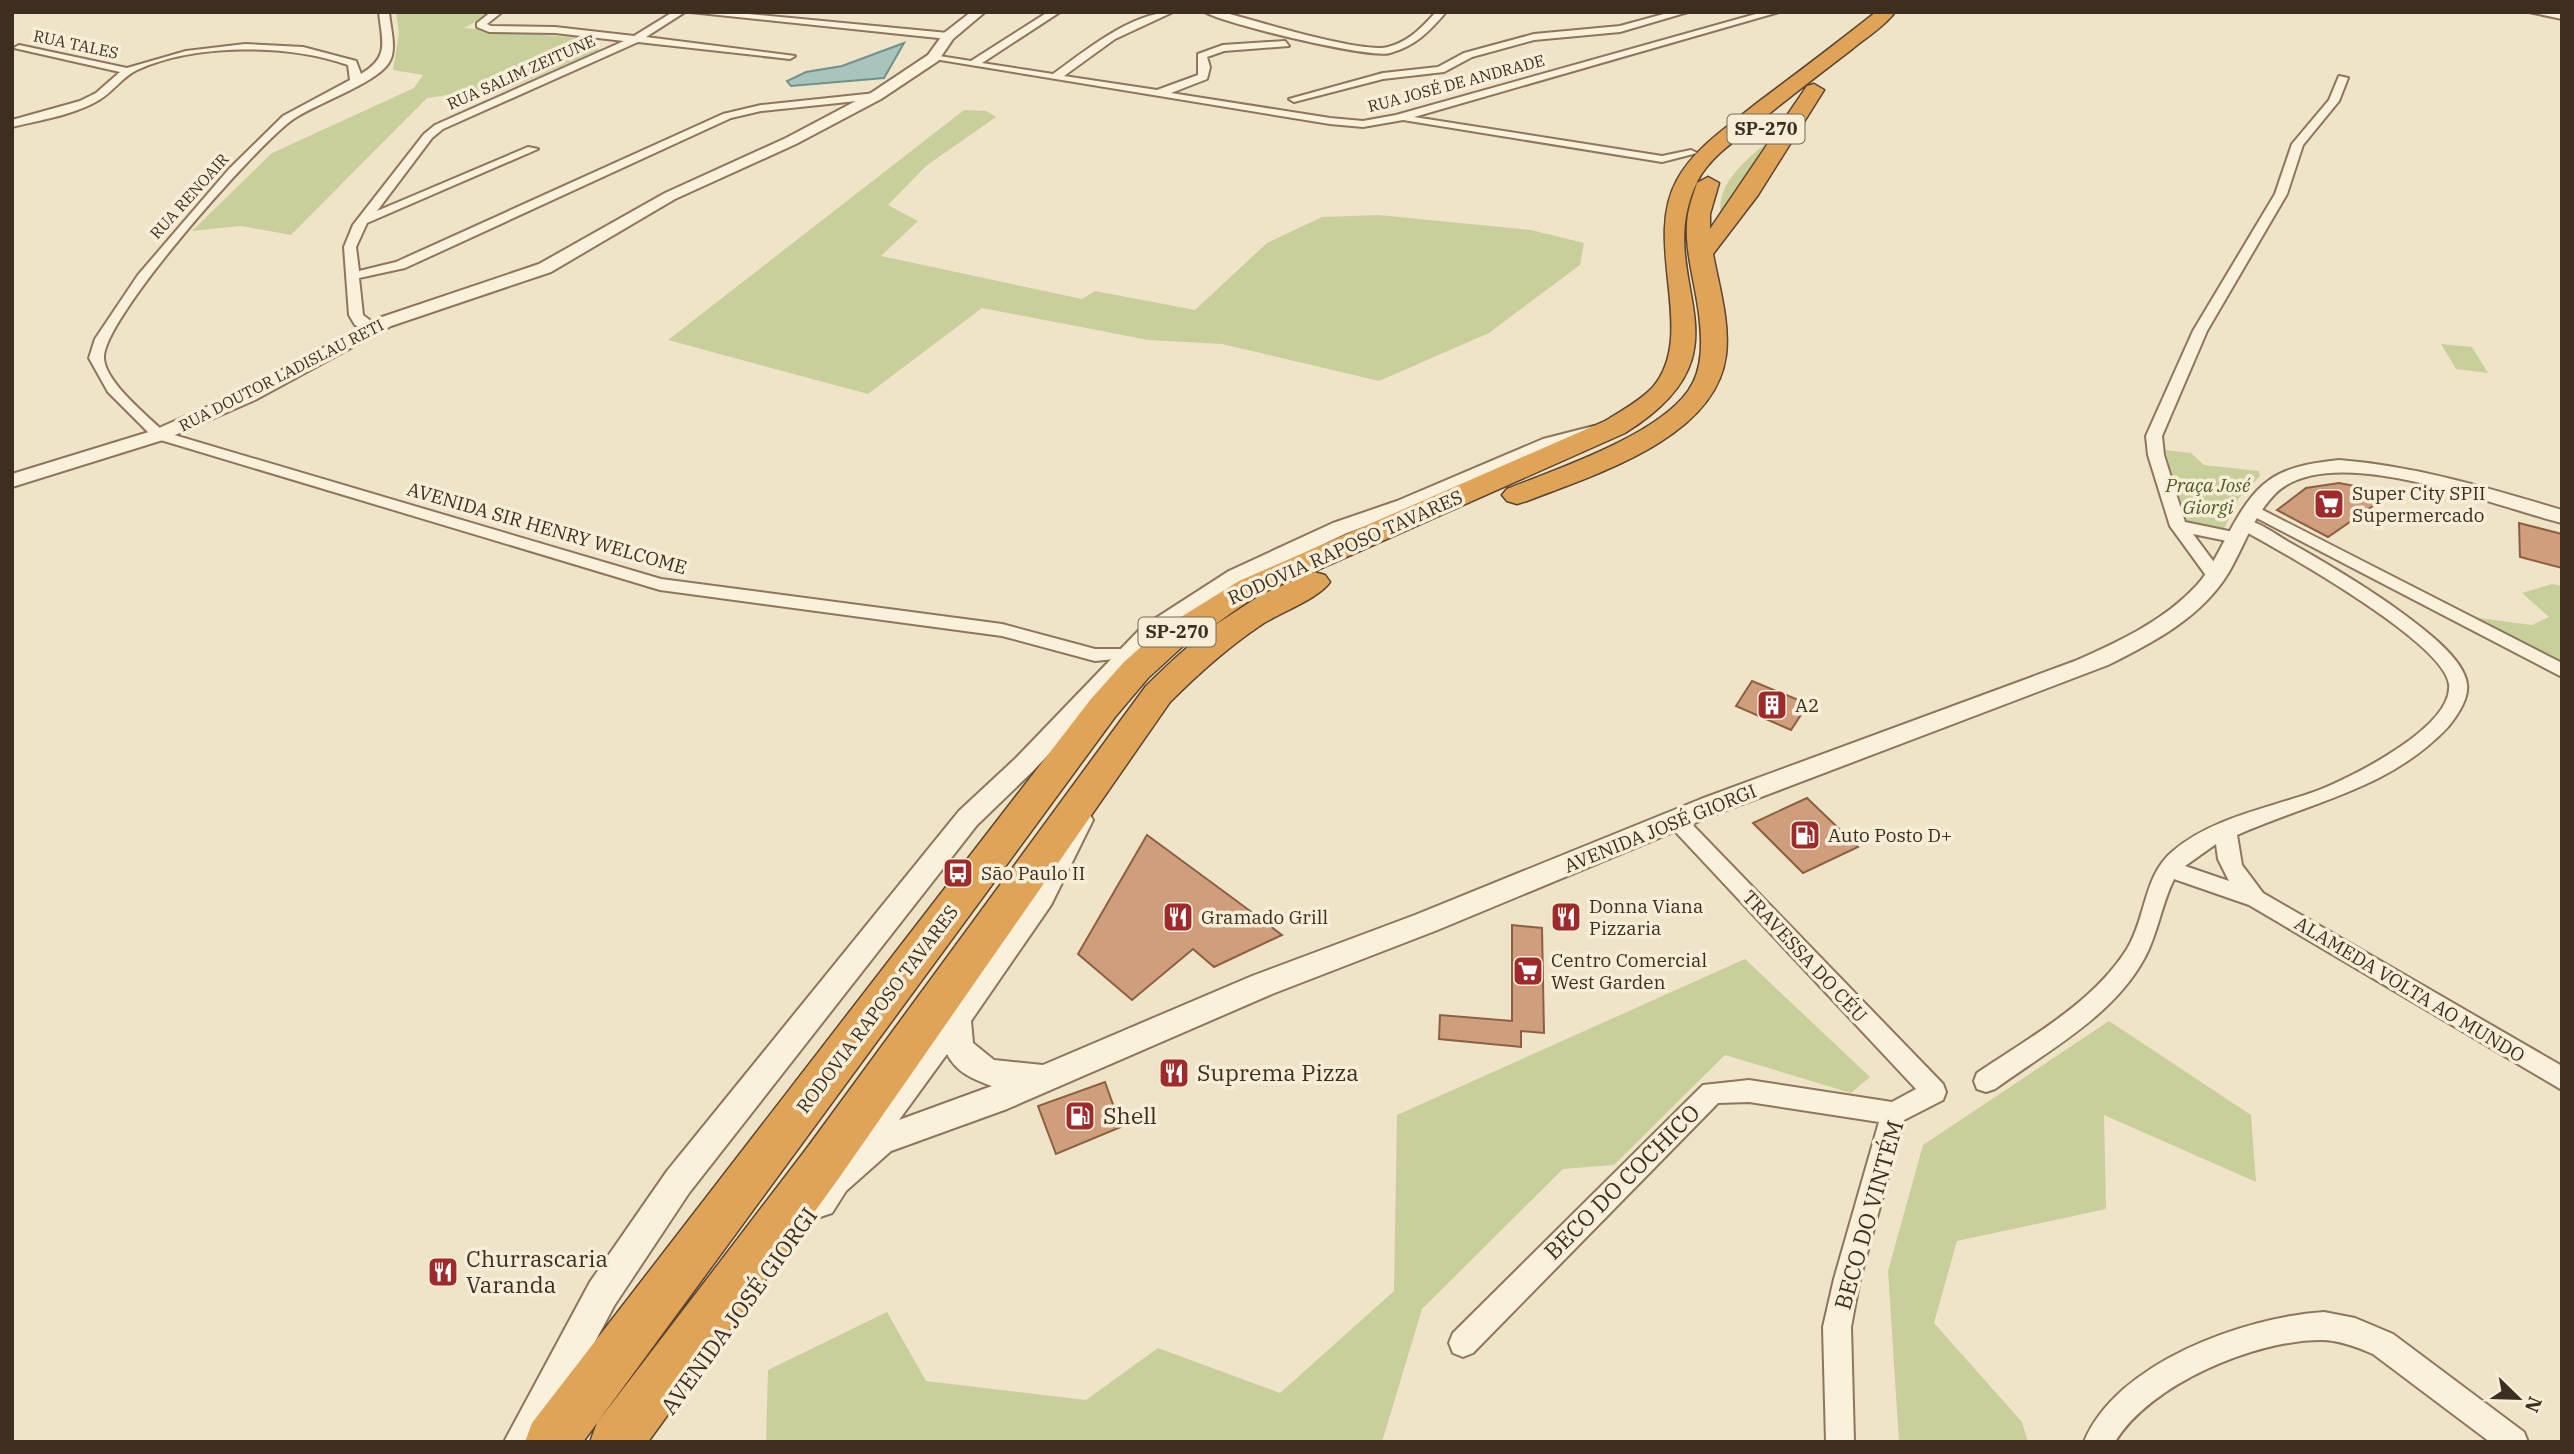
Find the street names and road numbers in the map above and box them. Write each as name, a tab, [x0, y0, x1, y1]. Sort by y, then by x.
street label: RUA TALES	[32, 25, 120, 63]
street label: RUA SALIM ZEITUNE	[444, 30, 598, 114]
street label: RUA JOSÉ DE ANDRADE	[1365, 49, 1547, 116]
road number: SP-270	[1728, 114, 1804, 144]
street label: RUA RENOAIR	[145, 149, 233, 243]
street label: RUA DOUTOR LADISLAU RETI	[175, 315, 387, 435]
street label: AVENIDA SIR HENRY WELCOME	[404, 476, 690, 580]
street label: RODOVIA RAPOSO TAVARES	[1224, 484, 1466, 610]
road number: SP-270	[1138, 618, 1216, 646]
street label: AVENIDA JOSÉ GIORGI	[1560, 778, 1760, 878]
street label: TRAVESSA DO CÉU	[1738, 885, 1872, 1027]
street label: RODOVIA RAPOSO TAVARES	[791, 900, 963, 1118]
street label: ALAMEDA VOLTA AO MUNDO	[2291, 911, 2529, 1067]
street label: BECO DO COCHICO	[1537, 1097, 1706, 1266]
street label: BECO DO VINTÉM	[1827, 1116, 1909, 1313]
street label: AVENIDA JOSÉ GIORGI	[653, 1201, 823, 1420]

+++

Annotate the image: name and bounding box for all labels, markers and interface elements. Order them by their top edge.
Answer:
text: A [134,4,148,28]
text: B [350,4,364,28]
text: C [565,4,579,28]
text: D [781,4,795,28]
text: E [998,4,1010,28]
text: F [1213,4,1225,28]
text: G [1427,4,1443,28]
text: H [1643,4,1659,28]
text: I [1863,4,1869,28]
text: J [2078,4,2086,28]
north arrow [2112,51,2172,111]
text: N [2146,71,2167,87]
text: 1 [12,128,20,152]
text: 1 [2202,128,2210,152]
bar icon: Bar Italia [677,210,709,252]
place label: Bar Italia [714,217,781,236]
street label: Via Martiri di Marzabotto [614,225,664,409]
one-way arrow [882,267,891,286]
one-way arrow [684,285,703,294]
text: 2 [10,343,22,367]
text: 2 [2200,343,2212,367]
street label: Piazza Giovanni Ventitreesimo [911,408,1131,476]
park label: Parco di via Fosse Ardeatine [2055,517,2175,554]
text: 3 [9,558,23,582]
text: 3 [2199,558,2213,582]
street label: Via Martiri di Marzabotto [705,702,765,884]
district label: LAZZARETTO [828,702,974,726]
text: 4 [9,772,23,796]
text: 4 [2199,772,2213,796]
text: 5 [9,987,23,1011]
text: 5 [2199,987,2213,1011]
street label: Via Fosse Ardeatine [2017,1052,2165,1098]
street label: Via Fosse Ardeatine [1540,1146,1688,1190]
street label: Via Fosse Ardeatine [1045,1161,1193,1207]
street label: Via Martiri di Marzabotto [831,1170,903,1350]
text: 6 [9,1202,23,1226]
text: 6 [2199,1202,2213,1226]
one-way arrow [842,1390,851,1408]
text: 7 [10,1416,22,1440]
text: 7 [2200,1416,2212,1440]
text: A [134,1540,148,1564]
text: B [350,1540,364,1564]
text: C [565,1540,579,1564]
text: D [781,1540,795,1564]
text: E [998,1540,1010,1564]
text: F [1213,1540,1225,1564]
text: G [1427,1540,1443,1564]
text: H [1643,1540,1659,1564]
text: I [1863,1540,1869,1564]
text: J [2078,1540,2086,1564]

+++

AIM OF THE EXERCISE:
Every line above that has the string "road" needs to be copied.

RESULT OF THE EXERCISE:
Find the street names and road numbers in the map above and box them. Write each as name, a tab, [x0, y0, x1, y1]. Sort by y, then by x.
road number: SP-270	[1728, 114, 1804, 144]
road number: SP-270	[1138, 618, 1216, 646]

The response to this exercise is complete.